The five-year survival rate for primary bone
cancers is ~ 70% while almost all cases of secondary metastatic
bone cancer are terminal.
Hypoxia, the deficiency of
oxygen which occurs as the rate of tumour growth exceeds the supply of vascularisation, is a key promoter of tumour progression.
Hypoxia-driven effects in the primary tumour are wide ranging including changes in gene expression, dysregulation of signalling pathways, resistance to
chemotherapy, neovascularisation, increased tumour cell proliferation and migration. Paget's seed and soil theory states that for a metastasising tumour cell 'the seed' it requires the correct microenvironment 'soil' to colonise. Why and how metastasising tumour cells colonise the bone is a complex and intriguing problem.

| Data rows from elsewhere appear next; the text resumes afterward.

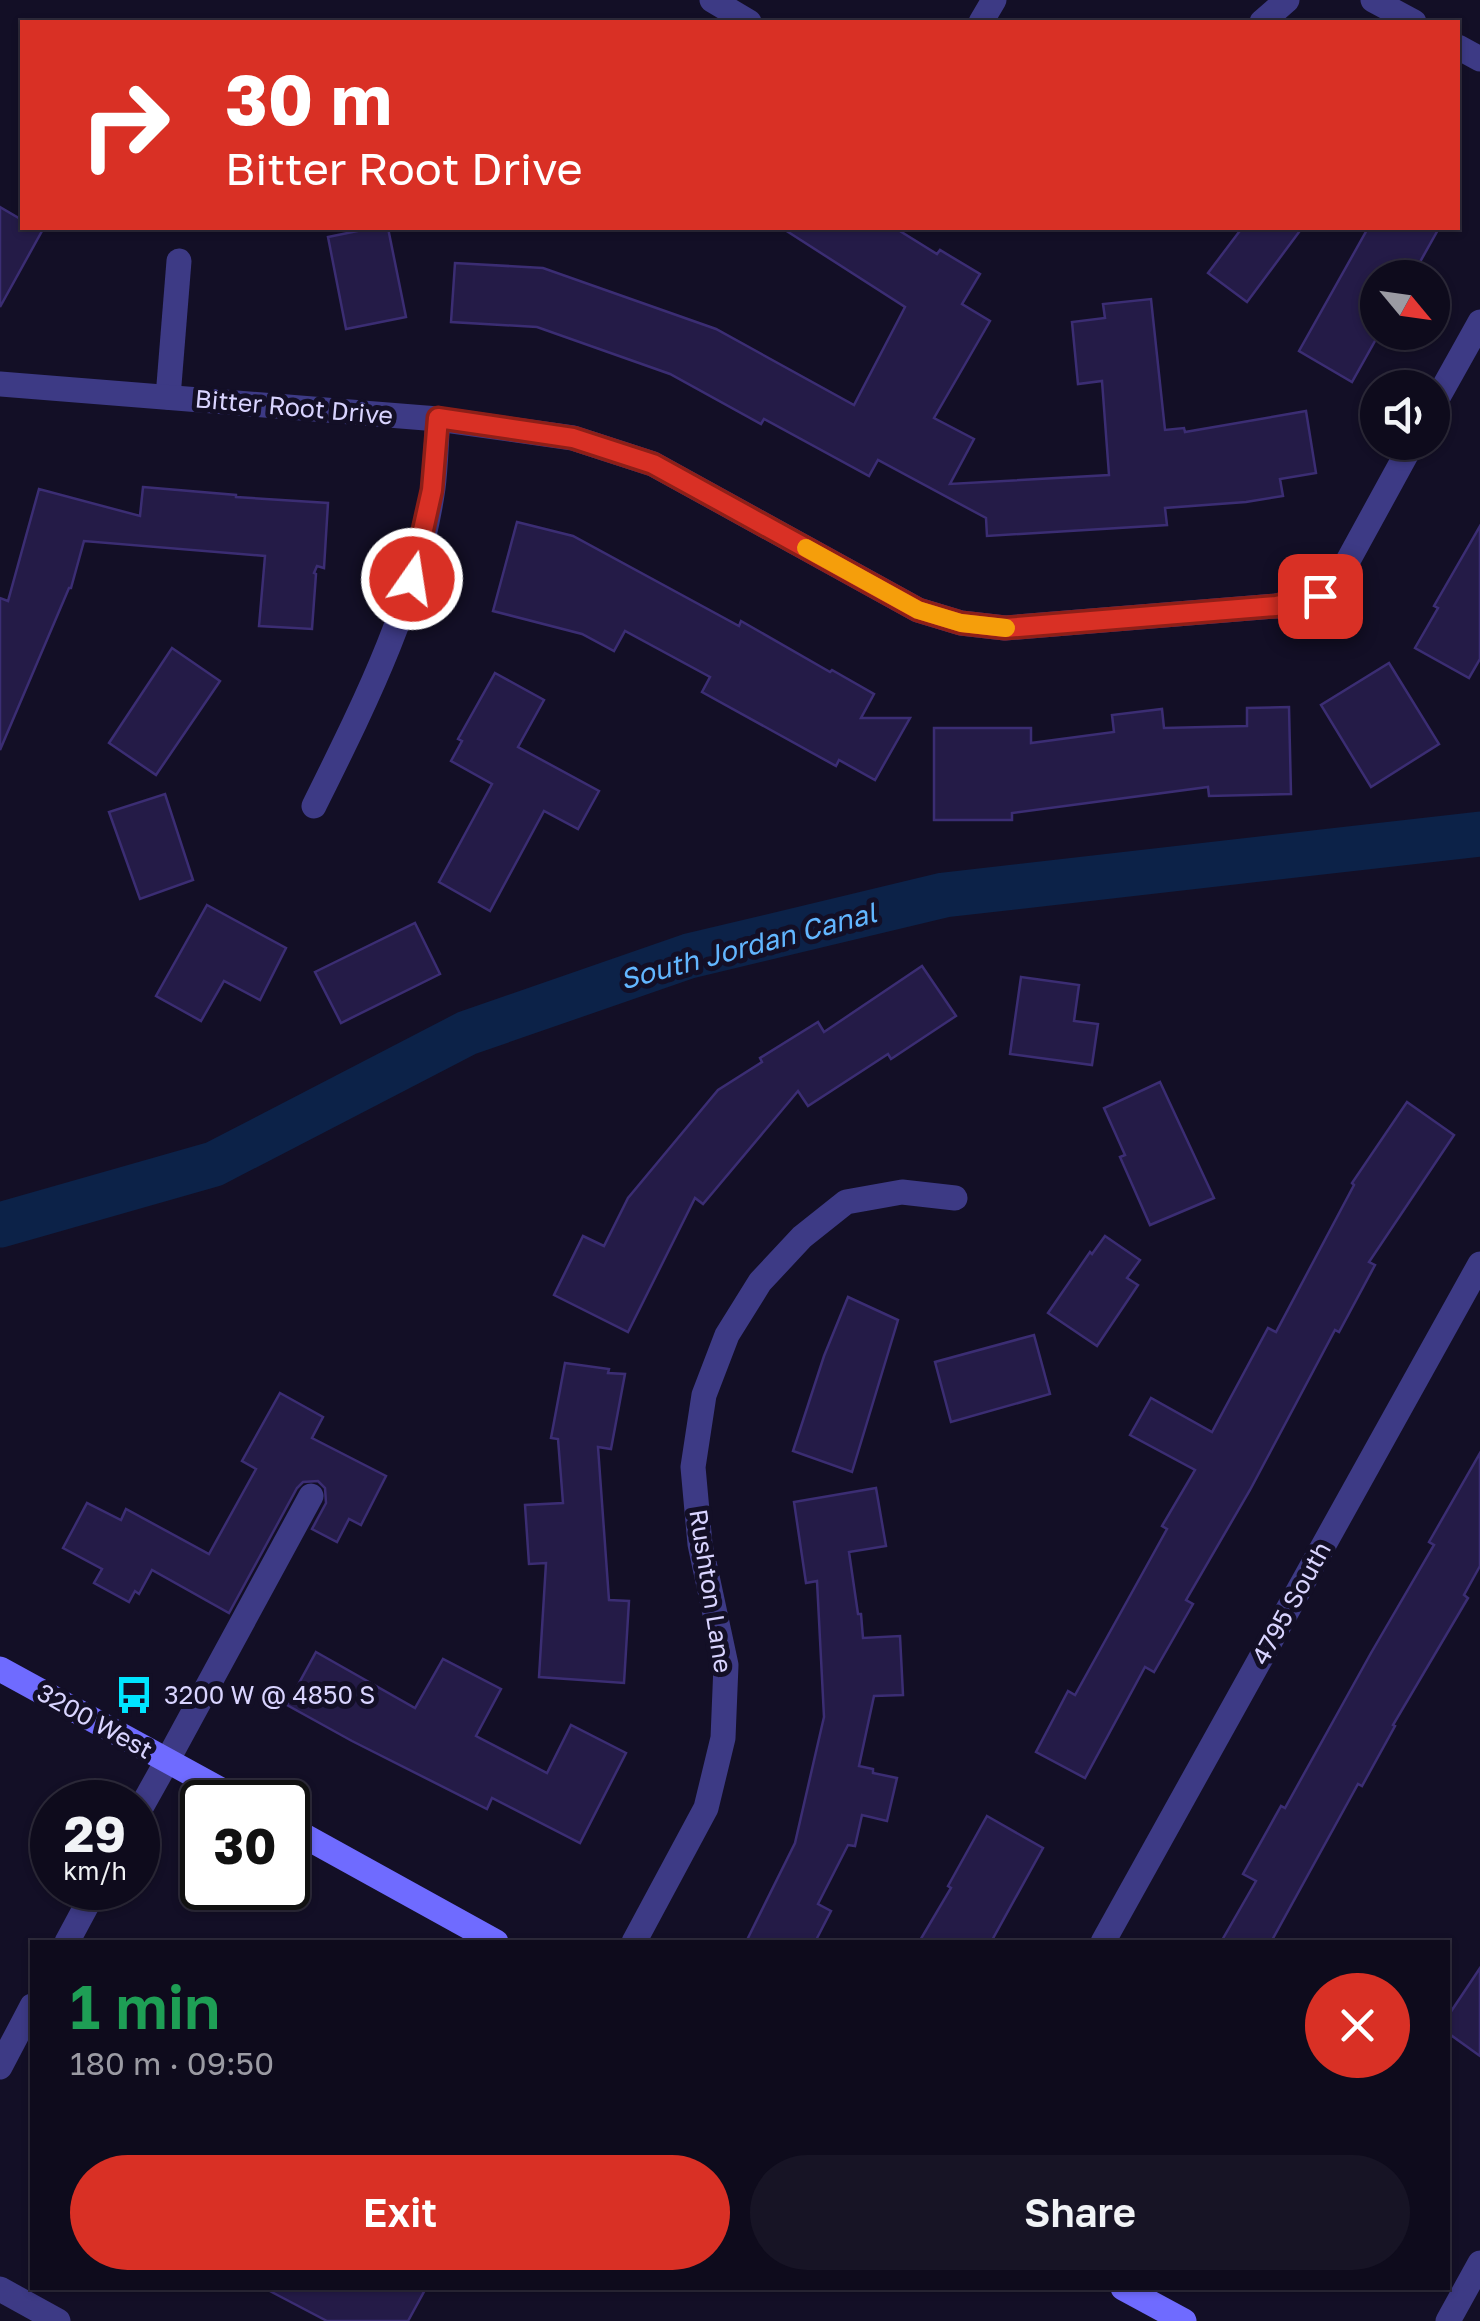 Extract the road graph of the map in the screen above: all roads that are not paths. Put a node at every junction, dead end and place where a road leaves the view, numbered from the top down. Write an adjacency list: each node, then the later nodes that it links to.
1 (712, 0): 4 (street)
2 (1287, 0): 5 (street)
3 (1373, 0): 6 (street)
4 (746, 20)
5 (1264, 20)
6 (1410, 20)
7 (178, 260): 11 (street)
8 (1480, 322): 9 (street)
9 (1450, 376)
10 (0, 384): 11 (street, Bitter Root Drive)
11 (168, 397): 12 (street, Bitter Root Drive)
12 (438, 418): 13 (street, Bitter Root Drive); 14 (street)
13 (1403, 460)
14 (314, 806)
15 (956, 1198): 26 (street, Rushton Lane)
16 (1480, 1264): 27 (street, 4795 South)
17 (311, 1496): 19 (street)
18 (0, 1670): 19 (street, 3200 West)
19 (167, 1761): 20 (street); 21 (street, 3200 West)
20 (156, 1780)
21 (202, 1780)
22 (310, 1839): 25 (street)
23 (84, 1910): 24 (street)
24 (67, 1940)
25 (492, 1940)
26 (635, 1940)
27 (1104, 1940)
28 (30, 2010): 29 (street)
29 (0, 2066)
30 (1480, 2263): 35 (street)
31 (0, 2289): 33 (street)
32 (1127, 2290): 34 (street)
33 (58, 2321)
34 (1184, 2321)
35 (1448, 2321)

However, once present tumour cells are able to disrupt bone homeostasis through increasing osteoclast activity and downregulating osteoblast function. Osteoclast resorption releases
growth factors from the bone matrix that subsequently contribute to the proliferation of invasive tumour cells creating the vicious cycle of bone loss and metastatic
cancer progression. Recently, we have shown that
hypoxia increases expression and release of
lysyl oxidase (LOX) from primary mammary tumours, which in turn disrupts bone homeostasis to favour osteolytic degradation to create pre-metastatic niches in the bone microenvironment. We also demonstrated how treatment with
bisphosphonates could block this
cancer-induced bone remodelling and reduce secondary bone
metastases. This review describes the roles of
hypoxia in primary tumour progression to
metastasis, with a focus on key signalling pathways and treatment options to reduce patient morbidity and increase survival.